Motorists please pay attention to the following:

  • Always be aware of your surroundings and be on the lookout for cyclists.
  • Reduce speed if you see cyclists ahead
  • When passing a cyclist (s), please give them at least a one-metre berth, but preferably as much room as possible. Many times, cyclists cannot keep too far left as it becomes dangerous and they may need to swerve to avoid hazards in the road.  Some parts of our roads as we know are in very poor condition. 
  • If you are towing a trailer or caravan, remember to give extra room when passing a cyclist and don’t cut in too early.
  • Don’t drive too closely behind a cyclist – you may not be able to stop in time if they come off their bike suddenly or do something abruptly. If the road is narrow and you want to pass, rather slow down and wait until there is enough room.
  • Be particularly vigilant if you see there are children riding bikes – they may do something unexpected.
  • When making a left turn, remember that there could be a cyclist coming up behind you who is proceeding straight. Double check that there are no cyclists before making the turn.
  • If you are turning right and there is a cyclist approaching, you in the opposite lane do not underestimate their speed. A cyclist can ride at up to 40km per hour, so rather pause a moment and let the cyclist through safely.
  • Avoid “dooring” a cyclist – check behind you before opening your door to exit your car. Also, remind your children to do the same.
  • Do not park or stop in cycle lanes, it puts cyclists in even more danger when they move around your vehicle.
  • Drive slowly in restricted or low visibility conditions – remember that a cyclist could be around the next corner, so in residential areas, on rural roads or those with limited sight distance or low visibility slow down when you are not sure what is on the other side.

Cyclists also have a responsibility to always safeguard themselves on the road and to follow the rules of the road. The following are some obvious but nevertheless important safe cycling tips:

  • Be visible, so please wear bright clothes so that drivers can see you – anything neon is great during the daytime. It’s best to avoid biking before sunrise and after sunset, but if you do go for a ride in the dark, be sure to wear reflective gear and use your bike lights. When turning, be sure to signal to drivers and make eye contact when possible. 
  • Always cycle in a straight, predictable line so that you don’t take any drivers by surprise. The same applies to riding in a group. Always ride single file, never abreast of one another. Even if there seems to be no or minimum traffic on the road, things can change very quickly
  • Before you head out, check your tyre pressure, lights and brakes to make sure everything is in order. This way there is less of a chance of some sort of malfunction that could jeopardize your safety.
  • Ride in groups if possible as safety and security remain a huge concern. More and more cases of muggings and bike jacking are reported to the PPA daily. Try to slot in with a local WhatsApp group for your own safety.
  • Be extra vigilant when riding in the early hours of the morning as data shows that most fatal crashes happen between 4am and 7am when drivers head home from a night out.
  • Always wear an ID bracelet when you are out cycling. Most of these have an emergency number to call should you need medical attention. It also makes it easier to contact your next of kin should you be out riding alone.
  • Do not use your cellphone while riding, stop to take a call or make a call in an area safe to do so.
  • Report crashes and muggings to the SAPS and the PPA Hotline WhatsApp no 081 043 9890.
  • Always stay aware of your surroundings, riding with earphones is illegal and detracts from you being aware of what is happening around you.

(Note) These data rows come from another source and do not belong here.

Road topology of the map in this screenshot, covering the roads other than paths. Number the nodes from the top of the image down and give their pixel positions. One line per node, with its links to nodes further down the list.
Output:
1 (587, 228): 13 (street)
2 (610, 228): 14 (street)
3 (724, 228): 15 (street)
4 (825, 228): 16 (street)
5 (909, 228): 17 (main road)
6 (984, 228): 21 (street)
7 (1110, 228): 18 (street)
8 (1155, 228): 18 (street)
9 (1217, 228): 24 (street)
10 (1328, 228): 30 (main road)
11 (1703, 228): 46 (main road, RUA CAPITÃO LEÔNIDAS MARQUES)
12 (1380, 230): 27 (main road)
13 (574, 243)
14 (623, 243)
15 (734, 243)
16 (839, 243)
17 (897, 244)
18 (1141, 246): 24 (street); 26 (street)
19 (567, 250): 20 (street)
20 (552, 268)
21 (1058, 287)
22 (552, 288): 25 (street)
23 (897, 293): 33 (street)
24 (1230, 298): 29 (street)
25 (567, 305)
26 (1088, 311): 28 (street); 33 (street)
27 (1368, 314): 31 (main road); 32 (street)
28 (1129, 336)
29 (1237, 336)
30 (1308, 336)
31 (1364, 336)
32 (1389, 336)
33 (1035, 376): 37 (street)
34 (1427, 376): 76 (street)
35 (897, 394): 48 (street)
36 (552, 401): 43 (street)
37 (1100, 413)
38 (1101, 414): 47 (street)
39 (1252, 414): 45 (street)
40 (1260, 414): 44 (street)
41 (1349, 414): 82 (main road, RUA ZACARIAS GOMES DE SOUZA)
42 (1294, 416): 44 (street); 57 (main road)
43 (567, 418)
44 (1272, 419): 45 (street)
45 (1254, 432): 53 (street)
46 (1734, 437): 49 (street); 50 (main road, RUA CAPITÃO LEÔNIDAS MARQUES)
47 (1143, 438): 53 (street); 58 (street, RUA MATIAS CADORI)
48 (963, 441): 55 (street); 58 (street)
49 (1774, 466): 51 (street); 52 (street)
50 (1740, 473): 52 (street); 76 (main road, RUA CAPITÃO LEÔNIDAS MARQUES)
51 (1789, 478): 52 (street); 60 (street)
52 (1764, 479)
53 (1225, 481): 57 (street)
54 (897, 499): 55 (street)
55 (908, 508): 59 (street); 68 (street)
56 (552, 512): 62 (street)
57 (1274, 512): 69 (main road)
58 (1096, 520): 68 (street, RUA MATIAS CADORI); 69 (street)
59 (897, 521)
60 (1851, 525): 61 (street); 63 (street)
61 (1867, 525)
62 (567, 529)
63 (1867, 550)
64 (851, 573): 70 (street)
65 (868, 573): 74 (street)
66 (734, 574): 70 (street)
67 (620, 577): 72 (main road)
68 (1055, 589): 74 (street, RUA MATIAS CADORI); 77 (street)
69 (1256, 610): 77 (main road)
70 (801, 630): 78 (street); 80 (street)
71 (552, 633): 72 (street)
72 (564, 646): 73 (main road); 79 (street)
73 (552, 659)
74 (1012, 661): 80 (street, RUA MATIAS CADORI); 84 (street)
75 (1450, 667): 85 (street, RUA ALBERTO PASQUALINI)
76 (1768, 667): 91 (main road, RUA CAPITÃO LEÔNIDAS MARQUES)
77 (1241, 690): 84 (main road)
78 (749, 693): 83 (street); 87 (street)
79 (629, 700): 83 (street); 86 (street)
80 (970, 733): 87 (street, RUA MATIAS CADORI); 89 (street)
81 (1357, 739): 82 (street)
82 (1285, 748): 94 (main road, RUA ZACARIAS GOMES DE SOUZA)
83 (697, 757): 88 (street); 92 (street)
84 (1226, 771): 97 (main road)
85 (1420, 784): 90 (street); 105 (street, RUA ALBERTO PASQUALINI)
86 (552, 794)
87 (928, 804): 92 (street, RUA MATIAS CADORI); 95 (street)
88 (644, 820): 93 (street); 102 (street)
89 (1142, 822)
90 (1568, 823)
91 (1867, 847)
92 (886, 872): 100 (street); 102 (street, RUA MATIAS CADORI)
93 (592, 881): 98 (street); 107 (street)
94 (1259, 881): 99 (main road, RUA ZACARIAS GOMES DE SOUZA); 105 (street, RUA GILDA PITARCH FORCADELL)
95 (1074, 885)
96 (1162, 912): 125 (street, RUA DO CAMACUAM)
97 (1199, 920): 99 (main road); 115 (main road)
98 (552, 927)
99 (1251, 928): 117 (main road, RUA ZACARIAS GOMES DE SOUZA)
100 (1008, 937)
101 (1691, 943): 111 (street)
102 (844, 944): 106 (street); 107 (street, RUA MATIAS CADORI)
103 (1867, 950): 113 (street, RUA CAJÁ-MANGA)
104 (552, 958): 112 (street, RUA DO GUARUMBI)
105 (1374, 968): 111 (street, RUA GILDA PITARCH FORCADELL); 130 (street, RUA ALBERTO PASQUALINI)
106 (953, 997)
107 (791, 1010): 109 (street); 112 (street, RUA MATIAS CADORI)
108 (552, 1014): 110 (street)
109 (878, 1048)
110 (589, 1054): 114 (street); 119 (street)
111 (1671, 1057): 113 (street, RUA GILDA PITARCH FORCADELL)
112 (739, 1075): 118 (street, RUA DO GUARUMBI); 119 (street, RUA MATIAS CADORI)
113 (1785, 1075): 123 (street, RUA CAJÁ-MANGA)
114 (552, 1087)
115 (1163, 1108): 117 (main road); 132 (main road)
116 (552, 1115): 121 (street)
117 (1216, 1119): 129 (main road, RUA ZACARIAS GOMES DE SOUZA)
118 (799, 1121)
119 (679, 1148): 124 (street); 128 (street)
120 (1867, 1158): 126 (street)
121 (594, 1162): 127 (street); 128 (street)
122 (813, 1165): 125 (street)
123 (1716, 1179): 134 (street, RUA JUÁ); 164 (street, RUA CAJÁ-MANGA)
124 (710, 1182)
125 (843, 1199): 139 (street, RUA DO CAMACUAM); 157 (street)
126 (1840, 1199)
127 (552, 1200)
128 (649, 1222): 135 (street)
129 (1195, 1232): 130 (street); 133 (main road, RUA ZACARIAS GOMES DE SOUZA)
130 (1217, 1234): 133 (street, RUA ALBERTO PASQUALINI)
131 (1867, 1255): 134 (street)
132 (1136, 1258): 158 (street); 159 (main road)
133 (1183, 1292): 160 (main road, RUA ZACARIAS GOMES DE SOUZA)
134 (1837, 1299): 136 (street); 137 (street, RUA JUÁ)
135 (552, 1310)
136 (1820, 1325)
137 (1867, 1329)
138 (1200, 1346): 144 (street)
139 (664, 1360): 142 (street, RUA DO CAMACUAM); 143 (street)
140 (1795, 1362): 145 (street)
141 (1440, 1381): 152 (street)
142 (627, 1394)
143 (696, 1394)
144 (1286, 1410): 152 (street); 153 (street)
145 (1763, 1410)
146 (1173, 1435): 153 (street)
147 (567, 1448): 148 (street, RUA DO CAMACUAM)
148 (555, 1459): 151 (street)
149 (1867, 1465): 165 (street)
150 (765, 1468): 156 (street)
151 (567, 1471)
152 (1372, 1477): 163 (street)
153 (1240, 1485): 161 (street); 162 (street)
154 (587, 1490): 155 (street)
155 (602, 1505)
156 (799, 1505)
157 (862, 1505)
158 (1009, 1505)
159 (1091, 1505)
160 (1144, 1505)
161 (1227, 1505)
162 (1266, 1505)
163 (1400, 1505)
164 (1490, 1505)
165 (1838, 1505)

 “Cyclists, be sure to keep yourself safe on our roads, be the best cyclist you can possibly be every time you head out, you’re an ambassador for all cyclists on the road. The same goes for motorists. Remember to give a cyclist a wide berth of at least 1 metre when passing. If in doubt, don’t pass the cyclist and wait for an opportunity to pass safely.  Space, mutual respect, courteous behaviour and time save lives, “ Robinson concludes.